[−][src]Crate simplicity
Implementation of Simulation of Simplicity by Edelsbrunner and Mücke
Simulation of simplicity is a technique for ignoring degeneracies when calculating geometric predicates, such as the orientation of one point with respect to a list of points. Each point p_ i is perturbed by some polynomial in ε, a sufficiently small positive number. Specifically, coordinate p_(i,j) is perturbed by ε^(2^(d*i - j)), where d is more than the number of dimensions.
Predicates
Orientation
The orientation of 2 points p_0, p_1 in 1-dimensional space is positive if p_0 is to the right of p_1 and negative otherwise. We don't consider the case where p_0 = p_1 because of the perturbations.
The orientation of n points p_0, ..., p_(n - 1) in (n - 1)-dimensional space is the same as the orientation of p_1, ..., p_(n - 1) when looked at from p_0. In particular, the orientation of 3 points in 2-dimensional space is positive iff they form a left turn.
Orientation predicates for 1, 2, and 3 dimensions are implemented. They return whether the orientation is positive.
In Hypersphere
The in-circle of 4 points measures whether the last point is inside the circle that goes through the first 3 points. Those 3 points are not collinear because of the perturbations.

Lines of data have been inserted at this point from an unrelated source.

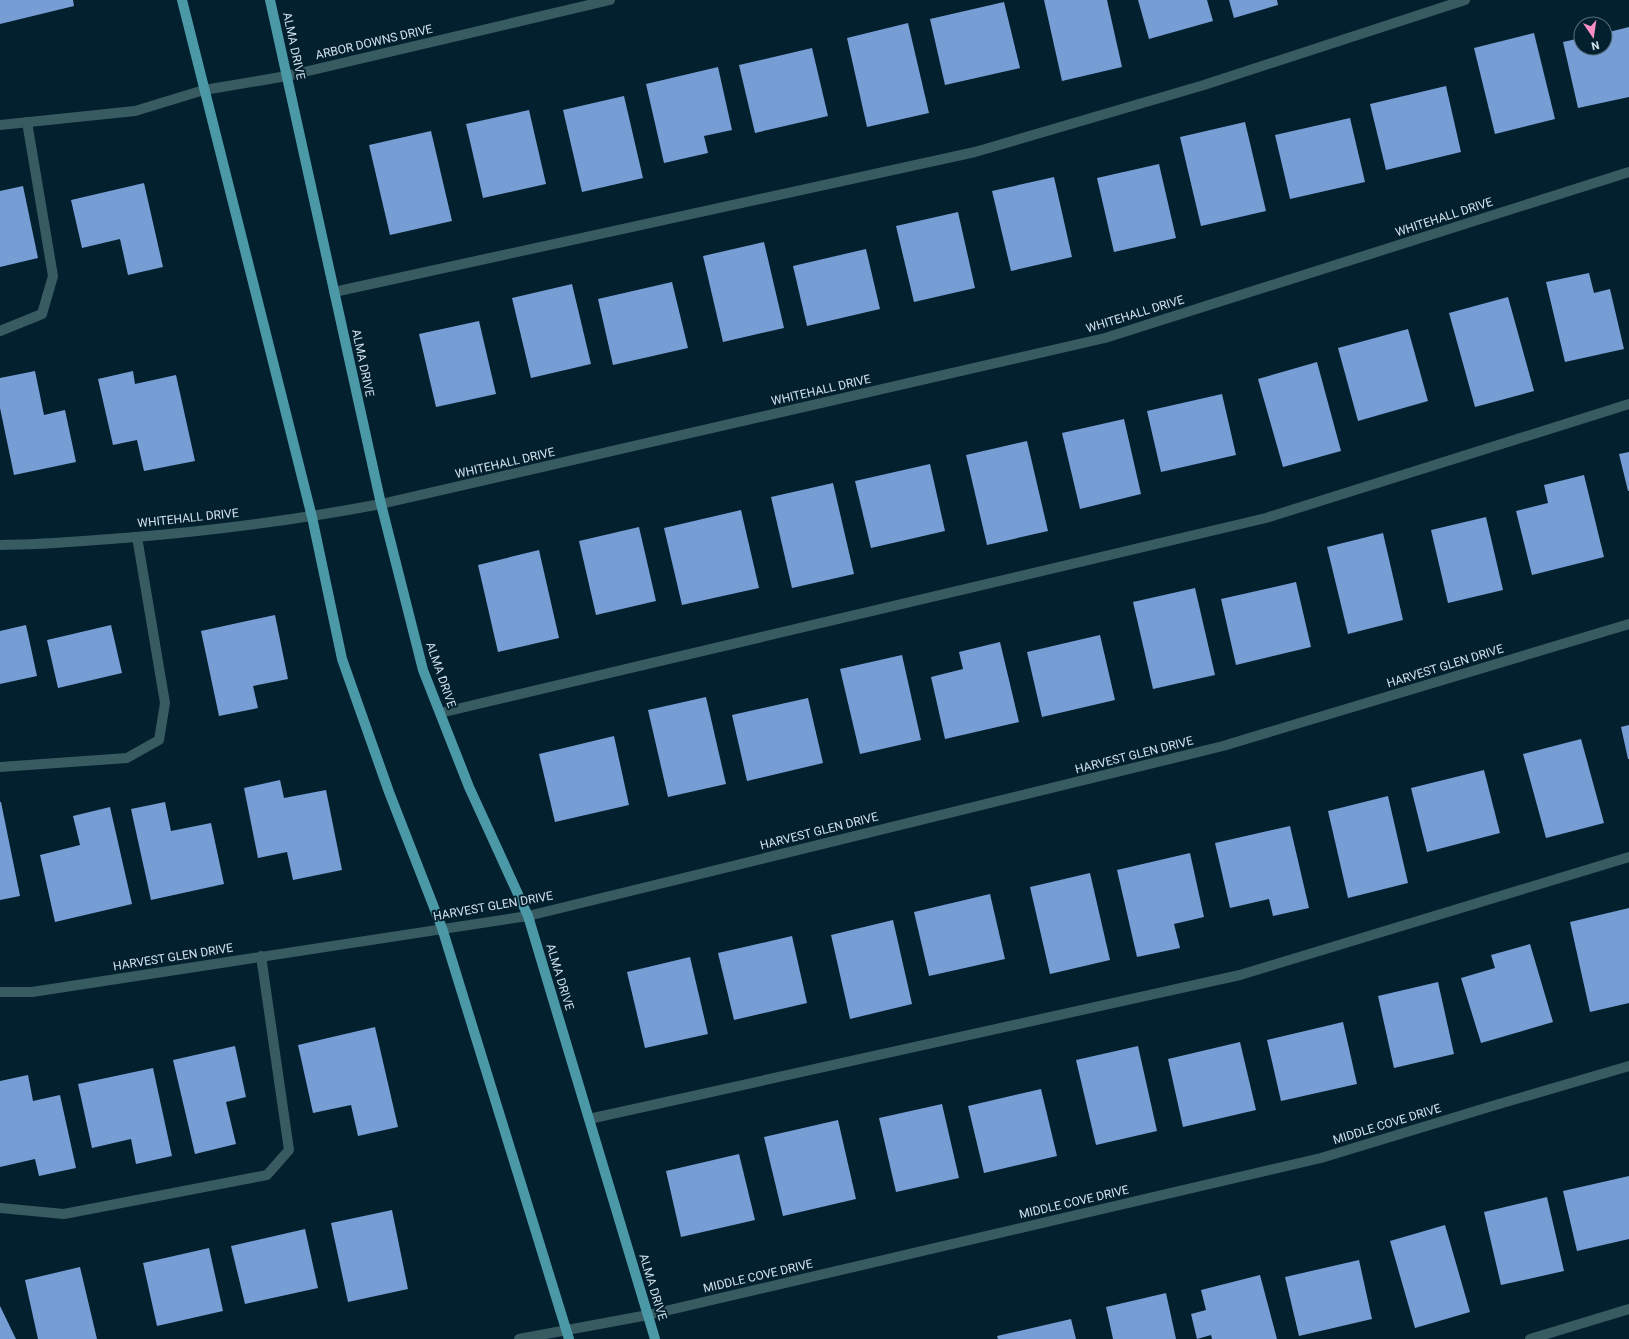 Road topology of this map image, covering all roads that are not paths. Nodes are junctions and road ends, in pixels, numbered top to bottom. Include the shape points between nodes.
1 (182, 0) edge
2 (270, 0) edge
3 (610, 0) edge
4 (1465, 0) edge
5 (287, 76) junction
6 (204, 90) junction
7 (27, 122) junction
8 (0, 124) edge
9 (1629, 172) edge
10 (334, 292) junction
11 (0, 331) edge
12 (1629, 404) edge
13 (381, 504) junction
14 (312, 517) junction
15 (137, 537) junction
16 (0, 544) edge
17 (1629, 624) edge
18 (440, 713) junction
19 (0, 768) edge
20 (1629, 857) edge
21 (528, 916) junction
22 (442, 928) junction
23 (261, 956) junction
24 (0, 992) edge
25 (1629, 1066) edge
26 (589, 1119) junction
27 (0, 1208) edge
28 (1629, 1309) edge
29 (648, 1315) junction
30 (567, 1334) edge
31 (519, 1339) edge
32 (655, 1339) edge
33 (1530, 1339) edge

1 - 6 main road
2 - 5 main road, ALMA DRIVE
3 - 5 street, ARBOR DOWNS DRIVE
4 - 10 street via 1204,85 975,152
5 - 6 street, ARBOR DOWNS DRIVE
5 - 10 main road, ALMA DRIVE
6 - 7 street, ARBOR DOWNS DRIVE via 135,111
6 - 14 main road
7 - 8 street, ARBOR DOWNS DRIVE
7 - 11 street via 53,276 42,314
9 - 13 street, WHITEHALL DRIVE via 1105,338
10 - 13 main road, ALMA DRIVE
12 - 18 street via 1266,518
13 - 14 street, WHITEHALL DRIVE
13 - 18 main road, ALMA DRIVE via 423,670
14 - 15 street, WHITEHALL DRIVE
14 - 22 main road via 342,659 389,792
15 - 16 street, WHITEHALL DRIVE via 36,545
15 - 19 street via 165,703 159,740 127,758
17 - 21 street, HARVEST GLEN DRIVE via 1223,746
18 - 21 main road, ALMA DRIVE via 469,787
20 - 26 street via 1240,975
21 - 22 street, HARVEST GLEN DRIVE
21 - 26 main road, ALMA DRIVE
22 - 23 street, HARVEST GLEN DRIVE
22 - 30 main road
23 - 24 street, HARVEST GLEN DRIVE via 32,992
23 - 27 street via 289,1150 267,1175 64,1214
25 - 29 street, MIDDLE COVE DRIVE via 1321,1158
26 - 29 main road, ALMA DRIVE
28 - 33 street
29 - 30 street, MIDDLE COVE DRIVE
29 - 32 main road, ALMA DRIVE
30 - 31 street, MIDDLE COVE DRIVE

The in-sphere of 5 points measures whether the last point is inside the sphere that goes through the first 4 points. Those 4 points are not coplanar because of the perturbations.
Usage
use simplicity::{nalgebra, orient_2d}; use nalgebra::Vector2; let points = vec![ Vector2::new(0.0, 0.0), Vector2::new(1.0, 0.0), Vector2::new(1.0, 1.0), Vector2::new(0.0, 1.0), Vector2::new(2.0, 0.0), ]; // Positive orientation let result = orient_2d(&points, |l, i| l[i], 0, 1, 2); assert!(result); // Negative orientation let result = orient_2d(&points, |l, i| l[i], 0, 3, 2); assert!(!result); // Degenerate orientation, tie broken by perturbance let result = orient_2d(&points, |l, i| l[i], 0, 1, 4); assert!(result); let result = orient_2d(&points, |l, i| l[i], 4, 1, 0); assert!(!result);
Because the predicates take an indexing function, this can be
used for arbitrary lists without having to implement Index
for them:
let points = vec![ (Vector2::new(0.0, 0.0), 0.8), (Vector2::new(1.0, 0.0), 0.4), (Vector2::new(2.0, 0.0), 0.6), ]; let result = orient_2d(&points, |l, i| l[i].0, 0, 1, 2);
Re-exports
pub use nalgebra; |
Functions
in_circle | Returns whether the last point is inside the circle that goes through the first 3 points after perturbing them. |
in_sphere | Returns whether the last point is inside the sphere that goes through the first 4 points after perturbing them. |
orient_1d | Returns whether the orientation of 2 points in 1-dimensional space is positive after perturbing them; that is, if the 1st one is to the right of the 2nd one. |
orient_2d | Returns whether the orientation of 3 points in 2-dimensional space is positive after perturbing them; that is, if the 3 points form a left turn when visited in order. |
orient_3d | Returns whether the orientation of 4 points in 3-dimensional space is positive after perturbing them; that is, if the last 3 points form a left turn when visited in order, looking from the first point. |